What you should do:
Within the records, find every line that includes the word "main" and copy it.

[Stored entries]
= = = = = = =
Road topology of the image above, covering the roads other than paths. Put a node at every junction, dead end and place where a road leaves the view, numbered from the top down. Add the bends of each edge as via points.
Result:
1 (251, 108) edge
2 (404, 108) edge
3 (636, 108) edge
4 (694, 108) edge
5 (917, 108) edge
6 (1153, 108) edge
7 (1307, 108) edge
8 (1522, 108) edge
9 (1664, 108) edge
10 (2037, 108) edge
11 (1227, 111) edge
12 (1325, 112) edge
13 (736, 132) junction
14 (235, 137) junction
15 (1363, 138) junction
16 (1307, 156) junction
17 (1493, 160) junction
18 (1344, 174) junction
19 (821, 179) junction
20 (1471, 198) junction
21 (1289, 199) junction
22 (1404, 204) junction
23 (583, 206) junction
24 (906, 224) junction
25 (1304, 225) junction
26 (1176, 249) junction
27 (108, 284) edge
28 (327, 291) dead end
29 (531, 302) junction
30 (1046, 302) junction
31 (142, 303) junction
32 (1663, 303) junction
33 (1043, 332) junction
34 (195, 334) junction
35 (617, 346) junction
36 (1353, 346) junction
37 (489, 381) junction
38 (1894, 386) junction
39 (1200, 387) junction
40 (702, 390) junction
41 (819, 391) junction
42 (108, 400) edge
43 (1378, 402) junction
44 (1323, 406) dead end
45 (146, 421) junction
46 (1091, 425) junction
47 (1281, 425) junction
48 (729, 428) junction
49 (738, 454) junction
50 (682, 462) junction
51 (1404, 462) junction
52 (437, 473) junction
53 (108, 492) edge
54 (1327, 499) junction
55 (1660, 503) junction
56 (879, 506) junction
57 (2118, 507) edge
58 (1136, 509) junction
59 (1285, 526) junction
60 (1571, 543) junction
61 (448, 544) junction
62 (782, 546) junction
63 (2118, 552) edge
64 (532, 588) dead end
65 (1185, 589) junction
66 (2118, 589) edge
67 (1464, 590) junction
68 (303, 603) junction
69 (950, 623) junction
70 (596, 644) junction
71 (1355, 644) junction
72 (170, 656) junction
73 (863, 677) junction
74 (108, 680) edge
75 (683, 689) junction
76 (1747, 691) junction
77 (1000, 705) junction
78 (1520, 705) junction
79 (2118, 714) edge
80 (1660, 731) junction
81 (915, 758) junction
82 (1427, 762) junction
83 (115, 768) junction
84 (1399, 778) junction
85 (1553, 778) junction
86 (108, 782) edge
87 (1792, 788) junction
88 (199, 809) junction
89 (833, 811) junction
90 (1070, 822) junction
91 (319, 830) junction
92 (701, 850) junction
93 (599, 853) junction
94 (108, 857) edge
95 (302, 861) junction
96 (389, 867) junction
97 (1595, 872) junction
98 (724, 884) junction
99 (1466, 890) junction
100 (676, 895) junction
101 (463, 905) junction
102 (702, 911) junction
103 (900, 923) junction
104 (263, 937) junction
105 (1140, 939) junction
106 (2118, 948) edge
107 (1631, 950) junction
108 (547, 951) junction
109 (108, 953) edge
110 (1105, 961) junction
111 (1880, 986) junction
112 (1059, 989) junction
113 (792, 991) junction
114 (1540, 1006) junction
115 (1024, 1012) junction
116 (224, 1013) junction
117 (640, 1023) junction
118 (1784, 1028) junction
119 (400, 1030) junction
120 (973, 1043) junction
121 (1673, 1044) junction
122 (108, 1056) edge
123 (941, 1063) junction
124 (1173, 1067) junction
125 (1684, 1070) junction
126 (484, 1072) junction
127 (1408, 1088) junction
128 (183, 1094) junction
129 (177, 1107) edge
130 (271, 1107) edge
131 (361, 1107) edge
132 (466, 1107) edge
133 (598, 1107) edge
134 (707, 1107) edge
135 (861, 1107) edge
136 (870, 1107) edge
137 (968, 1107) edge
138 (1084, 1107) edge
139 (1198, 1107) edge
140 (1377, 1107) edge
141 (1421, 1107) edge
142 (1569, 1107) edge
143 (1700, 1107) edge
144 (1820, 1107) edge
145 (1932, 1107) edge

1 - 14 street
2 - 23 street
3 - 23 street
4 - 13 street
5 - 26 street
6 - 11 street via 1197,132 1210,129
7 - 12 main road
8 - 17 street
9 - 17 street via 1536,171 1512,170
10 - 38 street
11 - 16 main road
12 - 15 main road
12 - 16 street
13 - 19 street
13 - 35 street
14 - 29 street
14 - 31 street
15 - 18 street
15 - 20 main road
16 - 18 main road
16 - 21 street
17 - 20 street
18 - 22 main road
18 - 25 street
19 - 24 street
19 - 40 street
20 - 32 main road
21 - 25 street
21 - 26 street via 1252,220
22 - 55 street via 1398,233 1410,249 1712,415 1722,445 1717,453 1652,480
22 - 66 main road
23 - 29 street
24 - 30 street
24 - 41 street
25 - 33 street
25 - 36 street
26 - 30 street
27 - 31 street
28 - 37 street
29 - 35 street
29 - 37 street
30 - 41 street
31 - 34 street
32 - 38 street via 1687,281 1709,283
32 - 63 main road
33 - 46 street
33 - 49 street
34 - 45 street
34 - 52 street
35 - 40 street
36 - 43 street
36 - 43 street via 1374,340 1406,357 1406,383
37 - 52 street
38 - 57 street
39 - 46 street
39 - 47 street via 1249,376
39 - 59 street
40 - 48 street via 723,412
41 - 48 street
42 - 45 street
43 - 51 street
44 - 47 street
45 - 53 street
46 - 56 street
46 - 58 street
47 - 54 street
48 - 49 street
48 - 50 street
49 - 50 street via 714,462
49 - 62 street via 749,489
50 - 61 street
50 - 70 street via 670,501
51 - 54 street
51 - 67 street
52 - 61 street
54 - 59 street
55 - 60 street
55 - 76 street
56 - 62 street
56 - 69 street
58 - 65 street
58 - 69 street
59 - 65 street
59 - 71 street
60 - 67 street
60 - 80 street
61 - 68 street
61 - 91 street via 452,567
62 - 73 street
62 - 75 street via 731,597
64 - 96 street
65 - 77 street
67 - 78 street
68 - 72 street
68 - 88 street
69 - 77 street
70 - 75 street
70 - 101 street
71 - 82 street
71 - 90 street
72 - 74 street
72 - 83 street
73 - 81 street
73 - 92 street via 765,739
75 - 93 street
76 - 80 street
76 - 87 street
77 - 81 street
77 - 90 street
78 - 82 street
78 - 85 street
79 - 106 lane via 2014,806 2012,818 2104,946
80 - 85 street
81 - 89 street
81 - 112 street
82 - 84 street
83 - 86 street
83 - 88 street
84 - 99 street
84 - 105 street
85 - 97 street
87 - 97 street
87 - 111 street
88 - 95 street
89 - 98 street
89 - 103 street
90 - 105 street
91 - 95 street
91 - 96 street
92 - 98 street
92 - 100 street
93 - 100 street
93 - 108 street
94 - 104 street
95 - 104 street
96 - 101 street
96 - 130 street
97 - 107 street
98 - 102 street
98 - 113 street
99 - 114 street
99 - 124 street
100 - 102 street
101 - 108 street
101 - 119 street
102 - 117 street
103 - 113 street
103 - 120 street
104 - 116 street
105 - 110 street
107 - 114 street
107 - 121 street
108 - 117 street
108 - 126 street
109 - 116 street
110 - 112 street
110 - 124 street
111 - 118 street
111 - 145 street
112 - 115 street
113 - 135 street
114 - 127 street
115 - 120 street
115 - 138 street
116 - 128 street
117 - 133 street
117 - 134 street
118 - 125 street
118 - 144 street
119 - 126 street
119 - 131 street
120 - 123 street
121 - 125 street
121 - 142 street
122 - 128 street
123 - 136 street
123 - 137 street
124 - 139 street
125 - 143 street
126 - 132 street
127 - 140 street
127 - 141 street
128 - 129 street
= = = = = = =
Output of the exercise:
7 - 12 main road
11 - 16 main road
12 - 15 main road
15 - 20 main road
16 - 18 main road
18 - 22 main road
20 - 32 main road
22 - 66 main road
32 - 63 main road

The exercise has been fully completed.